Most bids are priced by square foot plus a minimum job charge. If you need only leveling in one corner, you still usually pay the minimum mobilization floor, which is why a quote that implies a low $/sq. ft. can still land around $500 to $1,000 total.
How does the required lift height affect how much mudjacking patio costs?
It depends on how the contractor will place holes and whether they plan multiple injection passes. If your slab needs more than about a 1-inch lift per injection location, expect extra passes, more drill-and-patch work, and a higher labor component even when the patio size stays the same.
Can mudjacking fix any type of sinking patio, or are there situations where it is not worth it?
Yes, but only in specific cases. Mudjacking generally works best when the slab is structurally intact and settlement is soil-related. If you have major through-cracks, sections separating from the house, or slabs that flex underfoot, you may be quoted extra risk, partial work, or told it is not a suitable candidate.
What should I confirm is included in a mudjacking patio quote?
Ask whether the quote includes drilling and patching each injection hole, the grout material amount/allowance, cleanup, and any releveling of joints near the house. A common omission is patching scope, which can leave you with unfinished concrete repairs even though the slab was lifted.
If my patio is sinking again, does that mean mudjacking will fail?
If ongoing drainage is the root cause, the patio can re-settle after lifting. Before work starts, ask the contractor to identify water sources (downspouts, grading, or irrigation) and confirm whether they will recommend drainage corrections, because mudjacking alone is not a long-term cure when water keeps migrating underneath.
How much does access (gate width, stairs, landscaping) change the cost of mudjacking?
Many crews expect good truck access to set up the rig near the patio. If you have narrow gates, steep steps, or tight landscaping, the bid may include additional labor for staging and carrying equipment, sometimes with an added mobilization or access fee.
What is an easy way to check if a mudjacking quote makes sense for my patio size?
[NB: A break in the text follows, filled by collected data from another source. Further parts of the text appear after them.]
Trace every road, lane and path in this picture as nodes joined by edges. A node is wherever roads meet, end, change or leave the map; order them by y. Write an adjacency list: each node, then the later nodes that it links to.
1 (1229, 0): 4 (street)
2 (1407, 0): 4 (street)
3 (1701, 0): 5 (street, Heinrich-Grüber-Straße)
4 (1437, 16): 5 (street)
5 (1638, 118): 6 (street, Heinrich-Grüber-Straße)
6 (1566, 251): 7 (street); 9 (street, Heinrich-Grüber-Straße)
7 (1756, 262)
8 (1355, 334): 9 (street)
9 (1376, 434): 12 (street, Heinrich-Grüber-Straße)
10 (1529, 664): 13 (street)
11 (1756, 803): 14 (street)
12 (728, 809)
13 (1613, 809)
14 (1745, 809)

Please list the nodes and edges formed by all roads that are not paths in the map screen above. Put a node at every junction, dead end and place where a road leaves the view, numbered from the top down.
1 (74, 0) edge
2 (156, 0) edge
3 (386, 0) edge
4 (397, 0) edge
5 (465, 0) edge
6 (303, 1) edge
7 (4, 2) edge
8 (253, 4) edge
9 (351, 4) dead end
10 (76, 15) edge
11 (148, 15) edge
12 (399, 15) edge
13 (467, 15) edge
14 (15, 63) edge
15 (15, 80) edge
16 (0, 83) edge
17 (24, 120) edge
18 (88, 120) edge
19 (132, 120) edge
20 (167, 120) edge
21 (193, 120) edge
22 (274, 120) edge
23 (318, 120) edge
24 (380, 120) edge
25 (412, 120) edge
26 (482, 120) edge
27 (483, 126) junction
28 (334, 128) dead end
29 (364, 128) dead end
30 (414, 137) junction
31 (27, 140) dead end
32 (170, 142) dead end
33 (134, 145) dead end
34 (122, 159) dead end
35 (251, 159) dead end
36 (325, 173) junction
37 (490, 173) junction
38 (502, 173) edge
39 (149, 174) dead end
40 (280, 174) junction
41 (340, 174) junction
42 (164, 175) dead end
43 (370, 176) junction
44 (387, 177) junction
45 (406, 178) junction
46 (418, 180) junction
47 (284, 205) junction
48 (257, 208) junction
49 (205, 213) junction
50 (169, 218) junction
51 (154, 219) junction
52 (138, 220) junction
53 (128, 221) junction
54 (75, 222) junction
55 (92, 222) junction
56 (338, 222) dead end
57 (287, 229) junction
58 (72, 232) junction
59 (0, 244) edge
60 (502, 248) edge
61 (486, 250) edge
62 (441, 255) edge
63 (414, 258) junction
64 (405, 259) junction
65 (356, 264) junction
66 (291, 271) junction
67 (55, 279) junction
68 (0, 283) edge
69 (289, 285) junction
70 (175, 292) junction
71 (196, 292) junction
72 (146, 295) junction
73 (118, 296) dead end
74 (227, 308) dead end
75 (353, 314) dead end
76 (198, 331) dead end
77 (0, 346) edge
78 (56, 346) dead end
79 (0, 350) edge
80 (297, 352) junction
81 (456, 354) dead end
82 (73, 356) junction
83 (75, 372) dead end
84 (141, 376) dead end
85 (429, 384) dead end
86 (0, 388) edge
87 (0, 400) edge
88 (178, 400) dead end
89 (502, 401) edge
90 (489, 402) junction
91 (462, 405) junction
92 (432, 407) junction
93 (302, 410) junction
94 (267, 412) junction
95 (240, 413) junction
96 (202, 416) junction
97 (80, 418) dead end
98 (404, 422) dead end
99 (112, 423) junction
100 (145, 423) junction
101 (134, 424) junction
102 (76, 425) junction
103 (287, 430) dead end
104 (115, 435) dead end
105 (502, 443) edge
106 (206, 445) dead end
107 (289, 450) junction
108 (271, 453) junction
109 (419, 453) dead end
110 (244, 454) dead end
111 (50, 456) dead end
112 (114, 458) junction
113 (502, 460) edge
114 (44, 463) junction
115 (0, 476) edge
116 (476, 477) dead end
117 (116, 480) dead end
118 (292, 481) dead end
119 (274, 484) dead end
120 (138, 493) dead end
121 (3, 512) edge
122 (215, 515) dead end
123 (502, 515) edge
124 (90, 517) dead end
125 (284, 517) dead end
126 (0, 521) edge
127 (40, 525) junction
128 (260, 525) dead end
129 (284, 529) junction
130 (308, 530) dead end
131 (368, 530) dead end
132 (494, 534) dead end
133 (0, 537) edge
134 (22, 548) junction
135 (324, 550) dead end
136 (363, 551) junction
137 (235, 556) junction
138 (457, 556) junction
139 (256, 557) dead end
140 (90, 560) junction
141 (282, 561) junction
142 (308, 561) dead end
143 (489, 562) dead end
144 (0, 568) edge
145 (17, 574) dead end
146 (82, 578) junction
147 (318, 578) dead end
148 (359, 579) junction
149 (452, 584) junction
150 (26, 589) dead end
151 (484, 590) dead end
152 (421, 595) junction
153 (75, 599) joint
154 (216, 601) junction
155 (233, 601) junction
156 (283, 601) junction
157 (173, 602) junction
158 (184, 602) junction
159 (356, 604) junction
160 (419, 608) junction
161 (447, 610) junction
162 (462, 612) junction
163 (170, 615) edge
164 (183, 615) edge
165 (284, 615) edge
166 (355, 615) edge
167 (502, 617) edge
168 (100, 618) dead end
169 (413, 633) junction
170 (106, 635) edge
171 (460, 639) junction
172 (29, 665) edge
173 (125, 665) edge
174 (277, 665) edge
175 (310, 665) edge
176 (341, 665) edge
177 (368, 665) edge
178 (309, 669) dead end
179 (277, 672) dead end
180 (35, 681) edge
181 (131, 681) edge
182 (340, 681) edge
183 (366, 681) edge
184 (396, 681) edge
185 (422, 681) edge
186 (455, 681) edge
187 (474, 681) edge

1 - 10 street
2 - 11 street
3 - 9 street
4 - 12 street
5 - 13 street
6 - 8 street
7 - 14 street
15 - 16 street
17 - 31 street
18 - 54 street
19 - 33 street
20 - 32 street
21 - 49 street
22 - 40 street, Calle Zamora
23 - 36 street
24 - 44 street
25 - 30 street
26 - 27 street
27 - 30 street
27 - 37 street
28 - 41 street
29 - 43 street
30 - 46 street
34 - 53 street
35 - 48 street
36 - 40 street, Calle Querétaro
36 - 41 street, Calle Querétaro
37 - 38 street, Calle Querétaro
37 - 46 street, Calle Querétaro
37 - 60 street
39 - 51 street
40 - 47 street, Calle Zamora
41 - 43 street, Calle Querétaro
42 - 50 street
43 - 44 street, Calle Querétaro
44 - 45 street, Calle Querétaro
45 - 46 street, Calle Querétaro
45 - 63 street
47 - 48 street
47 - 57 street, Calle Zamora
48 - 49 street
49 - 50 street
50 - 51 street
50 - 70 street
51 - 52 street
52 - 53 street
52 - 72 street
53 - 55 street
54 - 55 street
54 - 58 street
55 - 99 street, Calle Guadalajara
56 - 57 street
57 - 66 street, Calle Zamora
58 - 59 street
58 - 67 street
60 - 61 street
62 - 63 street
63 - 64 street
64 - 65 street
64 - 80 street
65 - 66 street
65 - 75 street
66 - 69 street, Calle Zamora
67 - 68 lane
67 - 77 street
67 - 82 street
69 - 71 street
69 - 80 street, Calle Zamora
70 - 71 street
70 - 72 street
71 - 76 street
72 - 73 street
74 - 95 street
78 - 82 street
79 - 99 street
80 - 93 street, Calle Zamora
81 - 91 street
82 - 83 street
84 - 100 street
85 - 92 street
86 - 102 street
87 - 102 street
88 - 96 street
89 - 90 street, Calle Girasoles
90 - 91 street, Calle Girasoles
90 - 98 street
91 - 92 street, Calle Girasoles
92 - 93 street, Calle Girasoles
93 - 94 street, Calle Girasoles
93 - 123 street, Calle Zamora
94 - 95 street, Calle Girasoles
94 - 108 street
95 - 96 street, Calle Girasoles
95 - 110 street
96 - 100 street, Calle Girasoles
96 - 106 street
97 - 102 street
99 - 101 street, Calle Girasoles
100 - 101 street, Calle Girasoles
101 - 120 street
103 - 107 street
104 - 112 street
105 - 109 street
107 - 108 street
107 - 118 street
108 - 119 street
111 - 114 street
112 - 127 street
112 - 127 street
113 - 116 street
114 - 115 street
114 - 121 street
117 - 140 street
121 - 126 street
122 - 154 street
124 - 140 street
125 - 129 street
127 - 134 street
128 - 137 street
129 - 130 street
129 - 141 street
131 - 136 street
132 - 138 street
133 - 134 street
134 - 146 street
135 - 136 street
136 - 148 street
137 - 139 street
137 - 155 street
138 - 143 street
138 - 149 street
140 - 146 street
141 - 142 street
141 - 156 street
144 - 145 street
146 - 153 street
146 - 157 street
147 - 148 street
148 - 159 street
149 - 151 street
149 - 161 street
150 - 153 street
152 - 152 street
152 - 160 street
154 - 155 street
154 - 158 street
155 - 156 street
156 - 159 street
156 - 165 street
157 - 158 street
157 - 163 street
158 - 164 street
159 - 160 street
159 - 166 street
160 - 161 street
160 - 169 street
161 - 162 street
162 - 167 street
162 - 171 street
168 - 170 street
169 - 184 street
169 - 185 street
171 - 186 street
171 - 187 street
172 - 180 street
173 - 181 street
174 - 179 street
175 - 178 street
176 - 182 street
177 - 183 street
A quick way to sanity-check quotes is to compute an estimated total from the contractor’s stated $/sq. ft. rate and then compare it to the minimum charge they should apply. If the math based on square footage suggests you should be near (but not far above) their minimum, the bid is more likely realistic.
When would foam injection be close in price to mudjacking for a patio?
It can, but usually only when the price gap is narrowed by minimum charges and job complexity. For small patios, the minimum charge can make mudjacking and foam closer in total cost, while for larger, well-defined lifts foam may still be more expensive despite fewer passes.
If permits usually are not required for a backyard patio, can I DIY mudjacking to save money?
In many places, DIY mudjacking is still a practical no-go because the equipment, controlled lift monitoring, and liability risks are significant. Even if a permit is not required for a private backyard patio in your area, unpermitted work does not protect you if the slab cracks or the lift fails.
What warranty terms should I look for in a mudjacking patio agreement?
Most mudjacking contracts do not offer long, broad guarantees, and DIY has no coverage. Ask what warranty period covers, what conditions void it (for example, drainage not corrected), and whether the warranty covers lifting stability versus concrete cracking during work.